Der Lahrer „Hinkende Bote" brachte also von Anfang an große Literatur in
die Familien seiner Leser - wie sein Titelblatt versprochen hatte: dem
„gemeinen Mann, welcher . . . grössere Werke nicht kaufen kan[n], zu
Gutem".

Das wurde seine Rettung. Denn ein so weitgehendes Plagiat, wie es Geiger
mit der äußerlichen Nachahmung des „Basler Hinkenden Boten" beging,
war auch in jenen Zeiten vor unserem modernen Urheberrecht ungewöhnlich
. Die badische Regierung (Lahr war 1803 an Baden gefallen) war daher
zunächst geneigt, den „Lahrer Hinkenden" zu verbieten, kaum daß er gegründet
war. Der Nutzen, den gerade die von Geiger mit Sorgfalt selbst zusammengestellten
Teile für den badischen Bürger und Landmann versprachen
, scheint die badischen Behörden umgestimmt zu haben.

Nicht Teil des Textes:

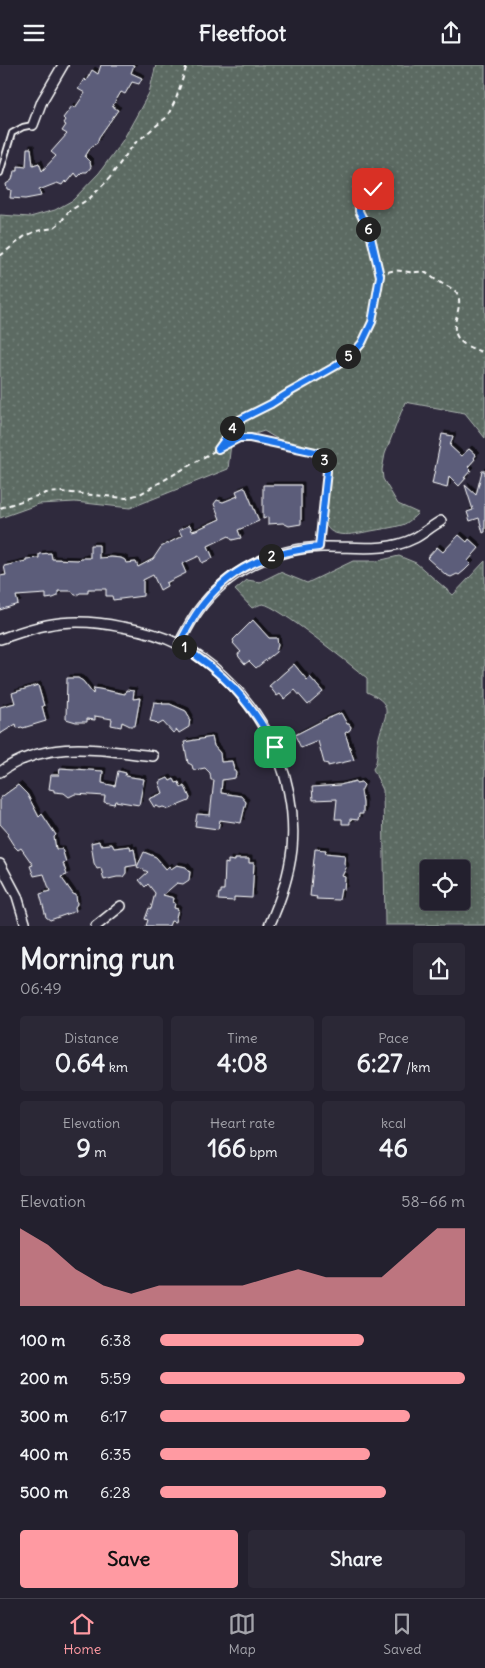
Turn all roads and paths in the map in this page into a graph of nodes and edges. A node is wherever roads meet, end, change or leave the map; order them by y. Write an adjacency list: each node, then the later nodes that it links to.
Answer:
1 (63, 65): 3 (street)
2 (187, 65): 6 (path)
3 (33, 125): 4 (lane)
4 (0, 173)
5 (373, 189): 7 (path)
6 (0, 255)
7 (380, 276): 8 (path); 9 (path)
8 (485, 354)
9 (218, 449): 10 (path); 12 (path)
10 (0, 508)
11 (440, 521): 12 (street)
12 (319, 547): 14 (street)
13 (0, 639): 14 (street)
14 (179, 644): 21 (street)
15 (153, 756): 16 (street)
16 (0, 772)
17 (0, 864): 19 (street)
18 (121, 906): 20 (street)
19 (26, 925)
20 (96, 925)
21 (269, 925)

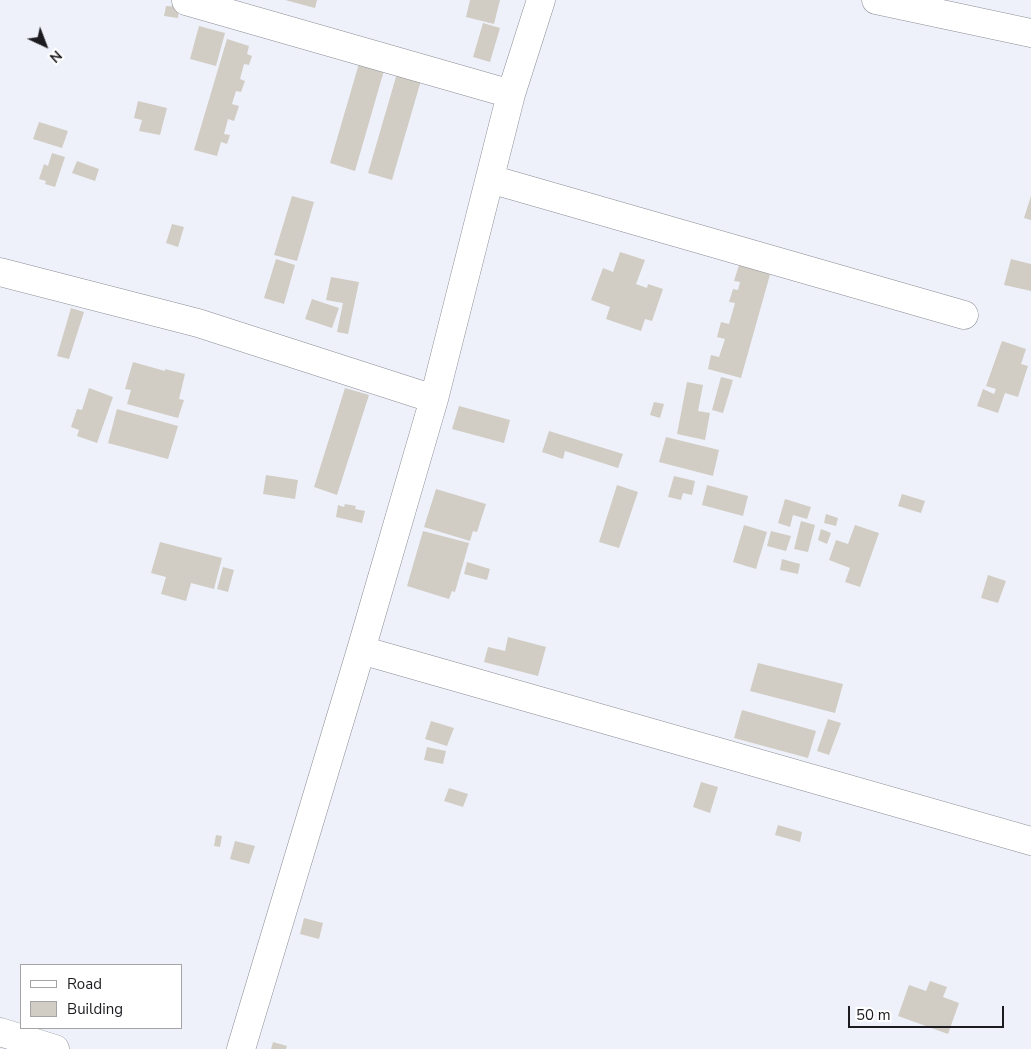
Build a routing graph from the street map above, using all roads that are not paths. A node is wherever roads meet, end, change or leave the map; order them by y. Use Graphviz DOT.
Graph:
graph roads {
  1 [pos="540,0"];
  2 [pos="876,0"];
  3 [pos="186,2"];
  4 [pos="1031,33"];
  5 [pos="511,94"];
  6 [pos="490,180"];
  7 [pos="0,272"];
  8 [pos="964,315"];
  9 [pos="434,399"];
  10 [pos="361,650"];
  11 [pos="1031,841"];
  12 [pos="0,1032"];
  13 [pos="55,1049"];
  14 [pos="241,1049"];
  1 -- 5 [label="street"];
  2 -- 4 [label="street"];
  3 -- 5 [label="street"];
  5 -- 6 [label="street"];
  6 -- 8 [label="street"];
  6 -- 9 [label="street"];
  7 -- 9 [label="street"];
  9 -- 10 [label="street"];
  10 -- 11 [label="street"];
  10 -- 14 [label="street"];
  12 -- 13 [label="street"];
}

Geiger dankte es ihnen mit vorzüglichen Reisebeschreibungen und Landkarten
, mit denen der Kalender zwanzig Jahre lang die Badener mit dem
eben erst unter Napoleon zu einem zusammenhängenden Gebiet zusammengefügten
und enorm vergrößerten neuen Land Baden vertraut machte.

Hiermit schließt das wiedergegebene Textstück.